Top of Source information

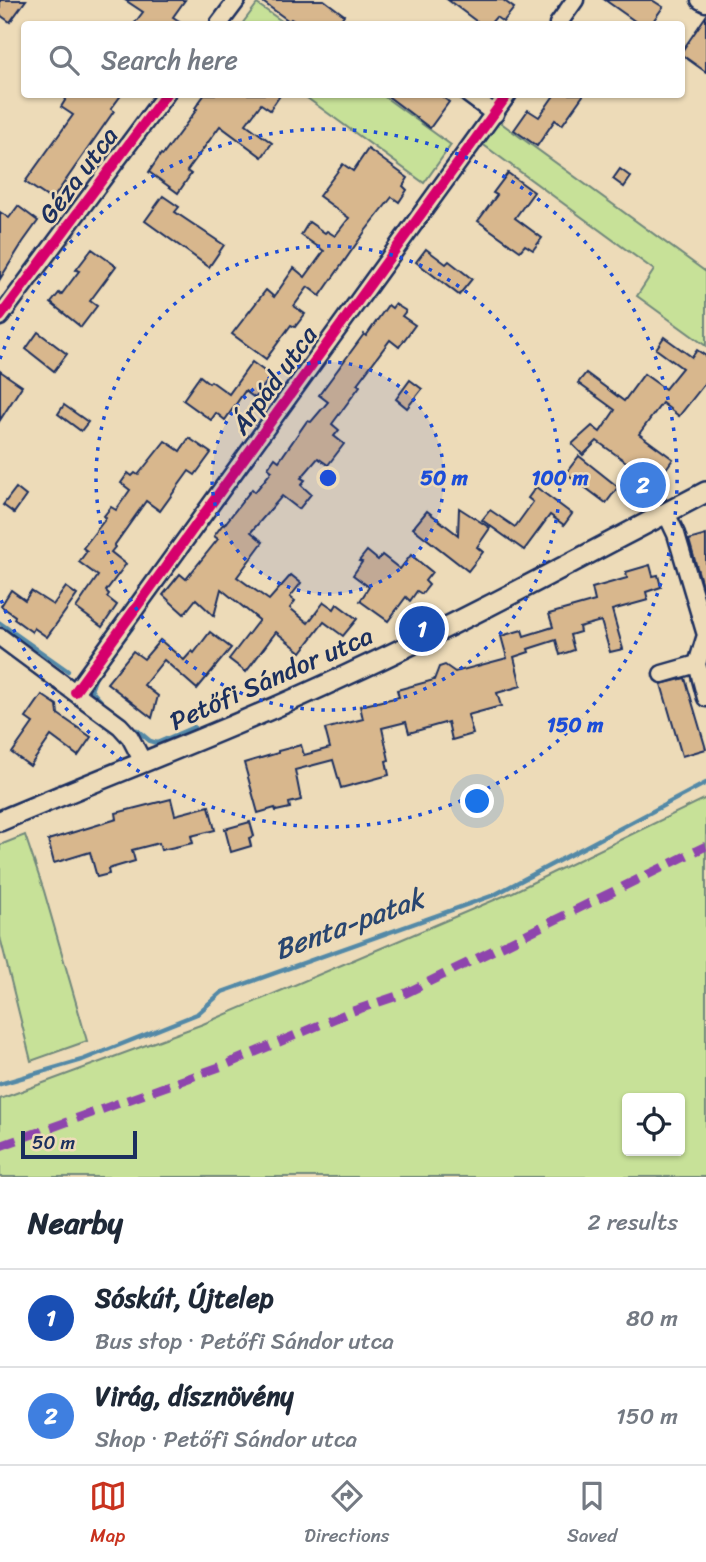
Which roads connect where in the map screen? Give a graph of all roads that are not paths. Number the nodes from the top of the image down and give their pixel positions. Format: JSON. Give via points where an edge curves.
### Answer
{"nodes":[{"id":1,"x":237,"y":0,"type":"edge"},
{"id":2,"x":575,"y":0,"type":"edge"},
{"id":3,"x":701,"y":0,"type":"edge"},
{"id":4,"x":706,"y":3,"type":"edge"},
{"id":5,"x":221,"y":21,"type":"edge"},
{"id":6,"x":560,"y":21,"type":"edge"},
{"id":7,"x":163,"y":98,"type":"edge"},
{"id":8,"x":473,"y":98,"type":"edge"},
{"id":9,"x":505,"y":98,"type":"edge"},
{"id":10,"x":495,"y":114,"type":"junction"},
{"id":11,"x":0,"y":317,"type":"edge"},
{"id":12,"x":706,"y":492,"type":"edge"},
{"id":13,"x":666,"y":513,"type":"junction"},
{"id":14,"x":0,"y":637,"type":"edge"},
{"id":15,"x":697,"y":664,"type":"junction"},
{"id":16,"x":662,"y":674,"type":"dead end"},
{"id":17,"x":75,"y":692,"type":"junction"},
{"id":18,"x":706,"y":698,"type":"edge"},
{"id":19,"x":143,"y":762,"type":"junction"},
{"id":20,"x":0,"y":821,"type":"edge"}],
"edges":[{"from":1,"to":5,"type":"street"},
{"from":2,"to":6,"type":"street"},
{"from":3,"to":4,"type":"street"},
{"from":7,"to":11,"type":"street","name":"Géza utca"},
{"from":8,"to":10,"type":"street"},
{"from":9,"to":10,"type":"street","name":"Árpád utca"},
{"from":10,"to":17,"type":"street","name":"Árpád utca"},
{"from":12,"to":13,"type":"main road","name":"Petőfi Sándor utca"},
{"from":13,"to":15,"type":"street","via":[[706,635]]},
{"from":13,"to":19,"type":"main road","name":"Petőfi Sándor utca","via":[[346,676]]},
{"from":14,"to":17,"type":"street"},
{"from":15,"to":16,"type":"street"},
{"from":15,"to":18,"type":"street"},
{"from":17,"to":19,"type":"street","via":[[125,730]]},
{"from":19,"to":20,"type":"main road","name":"Petőfi Sándor utca"}]}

Bottom of Source information

* _What needs to be done_
Check each line in the records above for the word "Sándor". Return those that have it.

* _Task solution_
{"from":12,"to":13,"type":"main road","name":"Petőfi Sándor utca"},
{"from":13,"to":19,"type":"main road","name":"Petőfi Sándor utca","via":[[346,676]]},
{"from":19,"to":20,"type":"main road","name":"Petőfi Sándor utca"}]}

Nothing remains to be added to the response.